Please let me/us know if you think we're missing something or of something here needs adjusting.

18 June 2010

Single Points of Failure

As I write this in 2010, our political, economic, cultural and social systems in the western world are for the most part driven by corporations.  Our art is subsidized by corporations, our charities are funded by corporations, our culture is promoted by corporations and our laws are defined by corporations.

These corporations come in various forms, whether they are businesses, governments, or religious corporations.  In many ways the corporate form is very useful.  It's one way to provide a structure for people to work toward a common goal.  It provides some level of predictability.  And in some cases, it provides for economies of scale.

Much has been written about the weaknesses of the corporate form, and the corruption it attracts so I leave that to others to draw attention to but there is one aspect of the corporate form that I don't see being written about, and that's the fact that they represent a single point of failure.  Big corporations have big failures.  We permit corporations to grow infinitely large and then rely on them not to fail.  But they do fail, we know they fail, and we permit it anyway.

In the enterprise software space the "one throat to choke" mantra is used to persuade the listener that putting all of your eggs in one basket is a good thing. What it hides though is the fact that the vendor represents a single point of failure, and when it's a large project, that often mean large failure.  The high failure rate of large IT projects is well known but how often are these throats actually choked?  Almost never.

If these large organizations never failed, that would be one thing, but the fact is, they do fail.  And somehow when we are voting, or shopping or doing our cost benefit analysis and selecting the vendor we forget that that entity we are dealing with may not be around tomorrow.  The "bet the farm" ideology invented hundreds of years ago and popularized during the industrial revolution is showing it's age in our current distributed global world.

When the costs of communication were high it made a lot of sense to build organizations as hierarchies to minimize the costs of communication through a top down pyramid and command and control theme. This model was so efficient that it offset the risks of the single point of failure. Today though, we have the internet and mobile phones minimizing those costs for everyone so the pyramid isn't adding as much value as it used to and the cost of the single point of failure is still there.

There are some structures and strategies though that can help with this.  They are used in organizations and projects that are designed with failure in mind.  These organizational models admit from the outset that there will be failures and rather than pretend that all is well and there will be someone to choke if anything goes wrong, they make failure part of the equation.

With the BP Oil Disaster destroying the gulf of Mexico, the failure of 247 US banks and millions unemployed due to the economic meltdown, people are starting to wake up to the enormous risk and costs of these single points of failure.  Simultaneously, open source software, open data, grass roots communities and cooperatives are becoming increasingly popular as people start to look for alternative ways to get things done.

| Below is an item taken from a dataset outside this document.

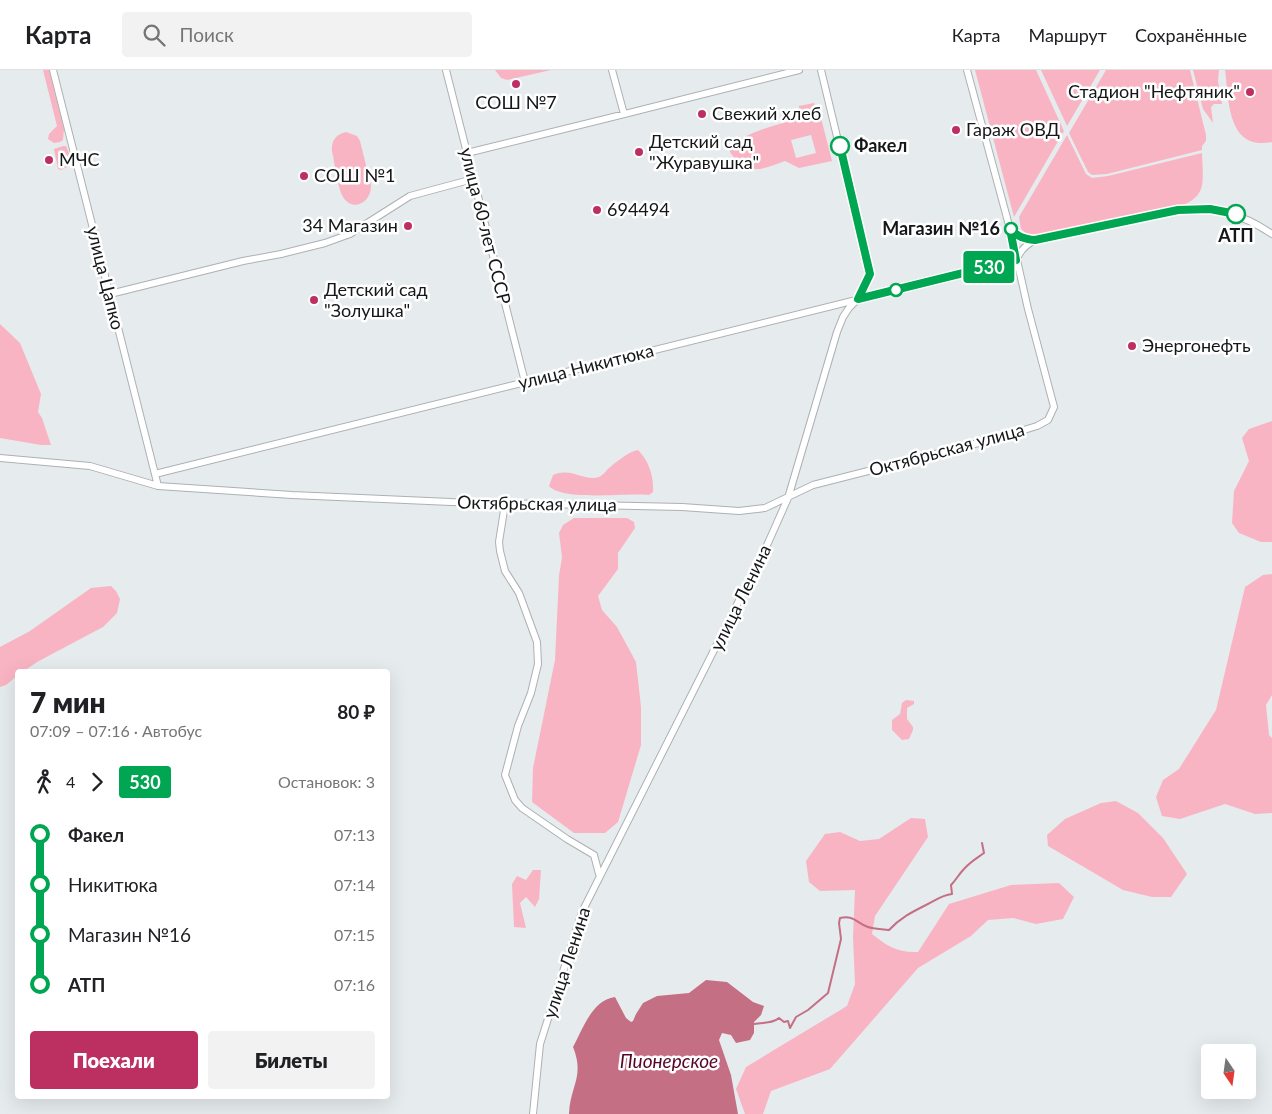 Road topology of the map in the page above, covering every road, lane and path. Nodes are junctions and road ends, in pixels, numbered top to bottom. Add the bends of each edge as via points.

Smart companies, governments and other organizations are letting go of "command and contol" and are discovering game changing philosophies based on engagement and collaboration that give them an edge that is not surprisingly almost non-existent in the traditional corporate form.

Collaboration, gifting and doing things for the sheer joy of working and contributing to the world and enhancing the quality of life of others are being rediscovered. And while we speak of these things as new, they are as old as civilization itself and were here long before the corporate form and will be here long after.